- The Knowledge-Creating Company, Nonaka, Takeuchi, Oxford Univ. Press, 1995.
- Papers handed out in class
- Software Engineering, Systems Analysis, or equivalent
The course will introduce students to research issues in the emerging field of knowledge management for software development. In particular, an organizational learning approach will be studied that utilizes a defined software process to capture and apply project experiences to new software development efforts. The course will emphasize organizational and social aspects of the software development process, with an emphasis on creating innovative tools to support these issues. We will explore the tension between standard development processes and the need for tailoring and improvisation when developing innovative software systems. The following topics will be studied in the course:
- Knowledge Management and tools supporting KM
- The social construction of knowledge
- Organizational memory and organizational learning techniques
- Case-based and knowledge-based approaches to knowledge management
- Software reuse and the "Domain Lifecycle"

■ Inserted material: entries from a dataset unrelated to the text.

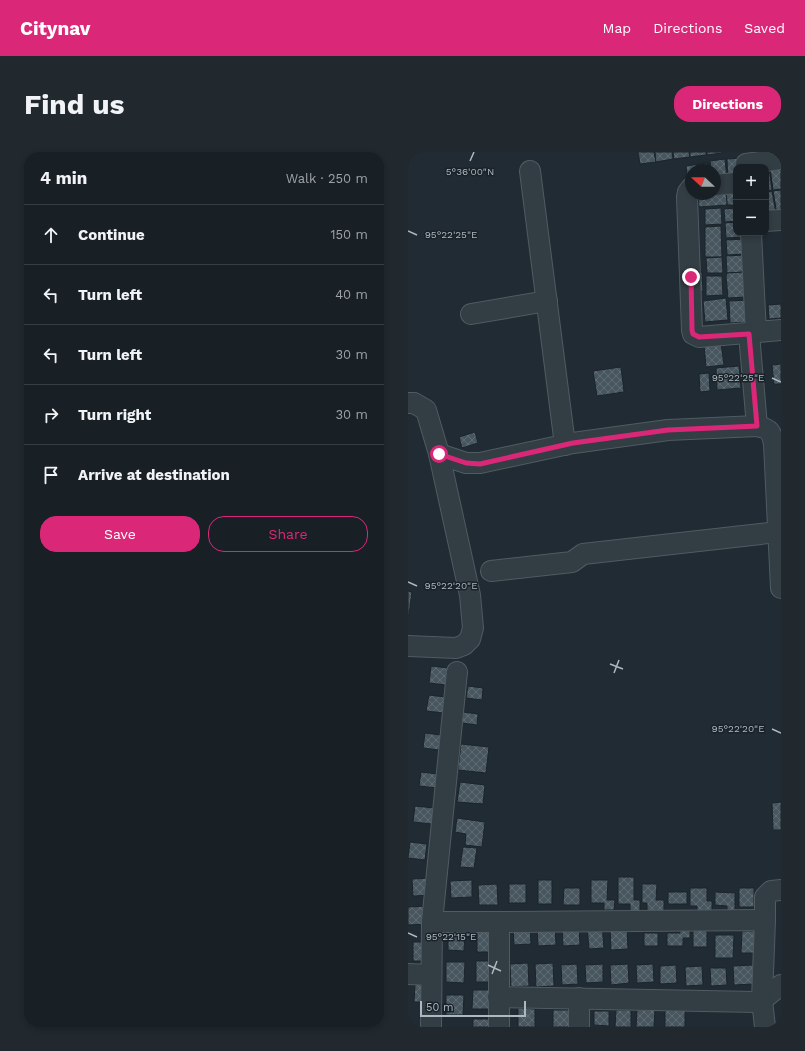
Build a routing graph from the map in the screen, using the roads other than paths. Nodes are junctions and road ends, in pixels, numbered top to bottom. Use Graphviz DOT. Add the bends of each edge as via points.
graph roads {
  1 [pos="781,159"];
  2 [pos="745,161"];
  3 [pos="530,171"];
  4 [pos="733,183"];
  5 [pos="721,184"];
  6 [pos="687,200"];
  7 [pos="781,220"];
  8 [pos="769,222"];
  9 [pos="751,236"];
  10 [pos="547,301"];
  11 [pos="471,314"];
  12 [pos="781,330"];
  13 [pos="753,333"];
  14 [pos="408,403"];
  15 [pos="757,426"];
  16 [pos="565,445"];
  17 [pos="441,454"];
  18 [pos="778,532"];
  19 [pos="491,565"];
  20 [pos="781,588"];
  21 [pos="408,646"];
  22 [pos="457,672"];
  23 [pos="781,890"];
  24 [pos="765,920"];
  25 [pos="432,922"];
  26 [pos="499,922"];
  27 [pos="408,974"];
  28 [pos="431,975"];
  29 [pos="781,985"];
  30 [pos="498,997"];
  31 [pos="579,998"];
  32 [pos="762,1000"];
  33 [pos="431,1027"];
  34 [pos="499,1027"];
  35 [pos="579,1027"];
  36 [pos="765,1027"];
  1 -- 2 [label="street"];
  3 -- 10 [label="street"];
  4 -- 5 [label="street"];
  6 -- 13 [label="street" via="693,334 699,337"];
  7 -- 8 [label="street"];
  9 -- 13 [label="street"];
  10 -- 11 [label="street"];
  10 -- 16 [label="street"];
  12 -- 13 [label="street"];
  13 -- 15 [label="street"];
  14 -- 17 [label="street" via="414,403 426,410"];
  15 -- 16 [label="street" via="668,430"];
  15 -- 18 [label="street" via="767,429 774,444"];
  16 -- 17 [label="street" via="480,464 466,463"];
  17 -- 21 [label="street" via="470,595 473,628 470,639 456,648"];
  18 -- 19 [label="street" via="583,554 573,551"];
  18 -- 20 [label="street"];
  22 -- 25 [label="street"];
  23 -- 24 [label="street" via="770,891 765,897"];
  24 -- 26 [label="street"];
  24 -- 32 [label="street"];
  25 -- 26 [label="street"];
  25 -- 28 [label="street"];
  26 -- 30 [label="street"];
  27 -- 28 [label="street"];
  28 -- 33 [label="street"];
  29 -- 32 [label="street"];
  30 -- 31 [label="street"];
  30 -- 34 [label="street"];
  31 -- 32 [label="street" via="756,1002"];
  31 -- 35 [label="street"];
  32 -- 36 [label="street"];
}
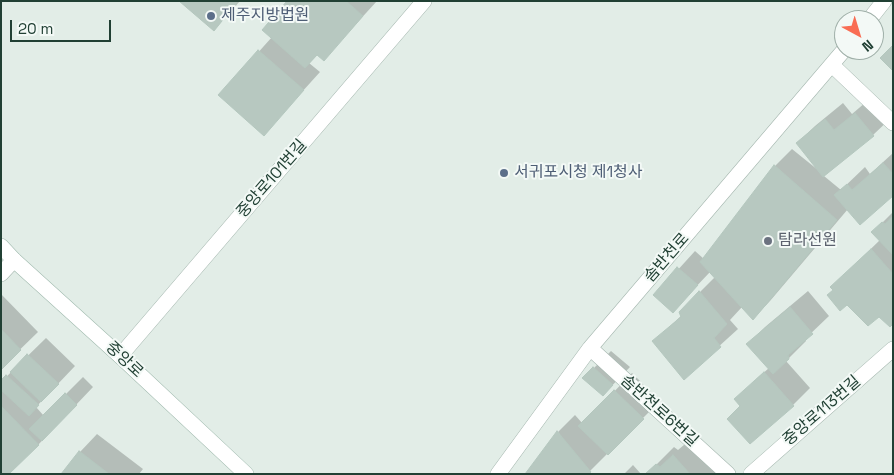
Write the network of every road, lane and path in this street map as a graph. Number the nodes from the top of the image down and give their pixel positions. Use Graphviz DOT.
graph roads {
  1 [pos="424,1"];
  2 [pos="836,60"];
  3 [pos="832,65"];
  4 [pos="893,123"];
  5 [pos="1,246"];
  6 [pos="14,260"];
  7 [pos="1,274"];
  8 [pos="590,348"];
  9 [pos="893,349"];
  10 [pos="120,356"];
  11 [pos="246,474"];
  12 [pos="498,474"];
  13 [pos="728,474"];
  14 [pos="750,474"];
  1 -- 10 [label="street, 중앙로101번길"];
  2 -- 3 [label="street, 솜반천로"];
  3 -- 4 [label="street"];
  3 -- 8 [label="street, 솜반천로"];
  5 -- 6 [label="street, 중앙로"];
  6 -- 7 [label="street"];
  6 -- 10 [label="street, 중앙로"];
  8 -- 12 [label="street, 솜반천로"];
  8 -- 13 [label="street, 솜반천로6번길"];
  9 -- 14 [label="street, 중앙로113번길"];
  10 -- 11 [label="street, 중앙로"];
}
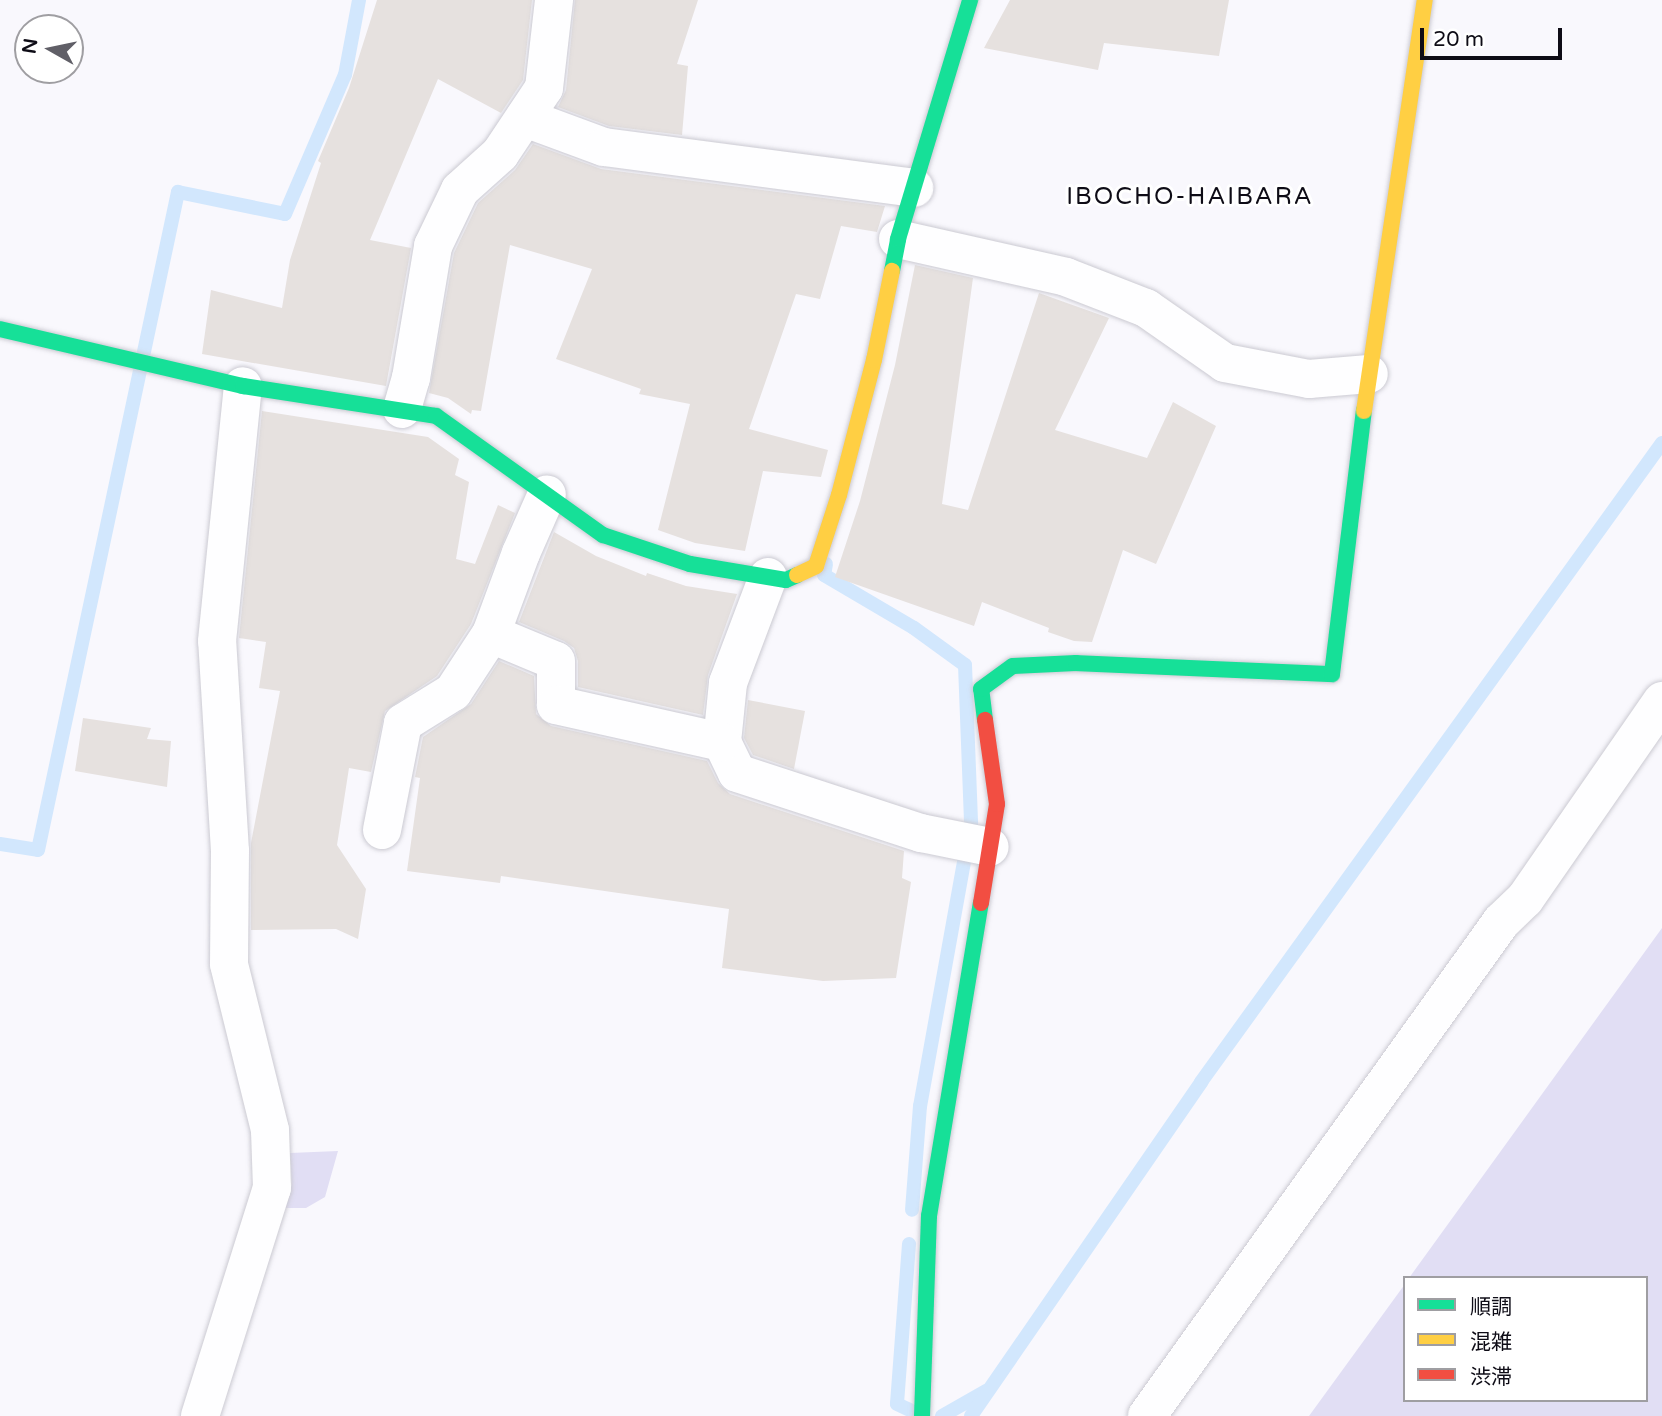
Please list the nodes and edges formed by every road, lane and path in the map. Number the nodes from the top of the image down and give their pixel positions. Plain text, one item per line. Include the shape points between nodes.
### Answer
1 (554, 0) edge
2 (970, 0) edge
3 (1425, 0) edge
4 (525, 118) junction
5 (914, 188) junction
6 (898, 239) junction
7 (0, 329) edge
8 (1369, 374) junction
9 (243, 386) junction
10 (402, 409) junction
11 (547, 494) junction
12 (768, 577) junction
13 (491, 634) junction
14 (1662, 701) edge
15 (722, 741) junction
16 (382, 830) dead end
17 (990, 847) junction
18 (200, 1416) edge
19 (922, 1416) edge
20 (1147, 1416) edge

1 - 4 street via 544,88
2 - 5 street
3 - 8 street
4 - 5 street via 604,146
4 - 10 street via 500,154 460,190 433,247
5 - 6 street
6 - 8 street via 1066,277 1146,308 1225,363 1309,379
6 - 12 street via 859,424 816,566 786,580
7 - 9 street
8 - 17 street via 1332,674 1076,663 1013,666 981,689 997,804
9 - 10 street
9 - 18 street via 217,641 230,851 229,964 270,1130 272,1188
10 - 11 street via 436,416
11 - 12 street via 603,535 690,564
11 - 13 street
12 - 15 street via 728,683
13 - 15 street via 556,661 556,705
13 - 16 street via 453,692 403,723
14 - 20 street via 1525,899 1501,922
15 - 17 street via 737,773 908,829
17 - 19 street via 929,1216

- Software process methodologies
- Use of usability guidelines in the software development process
- Domain-Oriented Design Environments
- Metrics and assessment techniques
The course will be oriented toward projects that investigate creating software tools supporting knowledge management. Background readings will be handed out during the semester and students will be expected to participate in class discussions on selected topics. Students will also lead a class discussion on a chosen topic area. Group projects will be assigned to investigate solutions to problems uncovered in the background readings and embody design principles discussed in class. The projects will investigate software development activities through case studies of software development organizations, development of prototype software tools, or empirical studies.
Students will be graded on the items listed below:
- Class participation (20%). This is a seminar course, meaning that the material covered is research-oriented with few hard answers. The course should be seen as a mutual learning experience for every involved, including the instructor. Your opinions count, and I would like to hear them. Many lectures will be open discussions rather than one-way instructor dialog. Many students fail to understand that this means coming to class prepared – having read the assigned materials and being prepared to offer insightful and reasoned viewpoints.
- Nonaka and Takeuchi Essay (20%). An essay will be assigned that asks students to find research papers that involve knowledge management for software engineering. Details one the assignment and grading criteria will be provided in a separate handout.
- Research Presentation and Discussion Moderator (20%). Students will give a presentation outlining a topic area and lead a class discussion of the issues involved. A list of topics to choose from and dates for the presentations will be given in a separate handout.
- Projects (40%). Most of the second half of the semester will be devoted to projects involving knowledge management for software development. Projects can range from developing prototypes to lab studies to case studies of knowledge management practices in software development organizations. Ideas and further information on project assignments will be given in a separate handout. The general process will be to submit a proposal, give two to three oral and written presentations of status reports, and submit a final report.